When I meet strangers, I’m always in the middle of some thought that regularly leads to bizarre What-Ifs like this one or this one. It’s my default mode. I’m well aware that sharing such thoughts off-cue makes for a disconcerting (or negative) impression. For instance, just before I wrote this part of the post, I was thinking about reading a few more pages of a book I’ve borrowed, on the future of wild fish reproduction, and generally pondering whether we could “re-wild” certain areas of the globe for that specific purpose. Now that’s not too strange of a thought for me. Neither is what I thinking about a few hours before that: the general decline in the quality of affordable women’s shoes and how it reflects the ever-growing greed of speculators, of which most of us are unwittingly part of, public pensions et al. And then I wonder whether public pensions could live beyond an era of continuous capitalist growth, followed by wondering how we could possibly sustain modern comforts in a post-consumerist, post-capitalist, non-communist society and what that society would look like if it weren’t The Culture. That’s where it starts getting weird.
The internet has worsened this introvert trait because of the ease with which we can get fast answers to easy questions. When I was younger, I regularly spent most classes daydreaming because I understood the material fast enough to complete my homework in class. Now I spend several hours at my job flipping between 4 or 5 entirely different computer programs with entirely different internal mechanics, adding information to databases and possibly worsening the info glut. It’s the modern datastream workflow combined with as-flat-as-possible hierarchies. After work, I indulge in link-jumping free from the tracking gaze (and potential judgement) of the IT department. Another colleague once asked me the origin of Newfoundland dogs and next thing you know, I’m reading the history of cross-breeding large dogs in the Americas.

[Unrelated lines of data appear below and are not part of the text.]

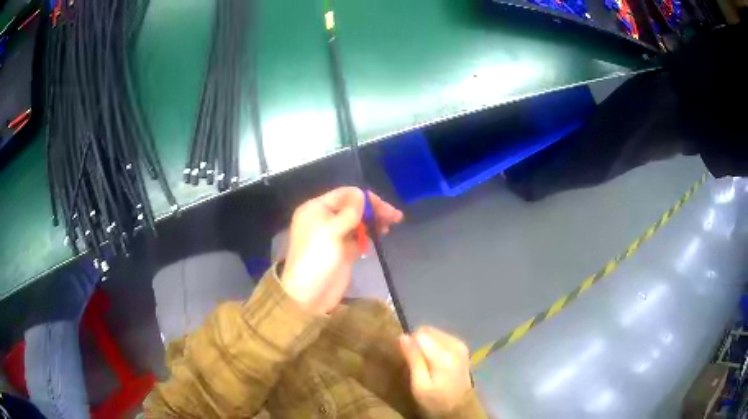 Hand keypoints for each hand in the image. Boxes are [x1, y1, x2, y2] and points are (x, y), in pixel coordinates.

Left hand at [280, 187, 402, 314]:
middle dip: (373, 210)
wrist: (310, 294)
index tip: (382, 207)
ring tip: (390, 225)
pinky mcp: (343, 250)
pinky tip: (381, 235)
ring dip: (374, 221)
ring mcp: (335, 235)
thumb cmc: (317, 258)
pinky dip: (369, 235)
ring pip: (358, 222)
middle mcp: (325, 218)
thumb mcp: (331, 231)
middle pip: (353, 207)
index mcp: (316, 209)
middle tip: (395, 216)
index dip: (364, 198)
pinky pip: (359, 237)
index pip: (343, 195)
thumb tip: (362, 194)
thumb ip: (349, 212)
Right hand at [400, 327, 472, 414]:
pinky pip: (442, 337)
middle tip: (415, 363)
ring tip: (424, 363)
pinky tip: (434, 361)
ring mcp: (460, 345)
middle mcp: (455, 345)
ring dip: (426, 344)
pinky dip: (434, 346)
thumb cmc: (435, 400)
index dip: (409, 344)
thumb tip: (403, 336)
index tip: (407, 360)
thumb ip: (413, 359)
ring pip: (434, 333)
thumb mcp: (419, 385)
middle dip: (417, 343)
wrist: (459, 408)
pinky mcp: (462, 347)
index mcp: (444, 355)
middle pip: (428, 330)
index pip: (420, 334)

This vast, internal, self-sufficient landscape is also a con for introverts in respect to our relationships. We are sometimes so wrapped up with our thread of thought that we give the impression we don’t care about others. Unfortunately, as a rule of thumb, people care less about you if you seem to care little about them when you first meet. (And if you appear laid-back, they start thinking they might be able to take advantage of you.) The pool of people I end up leaving an impression on is much smaller than I’d like because of my relaxed silence. I’m definitely a Canada.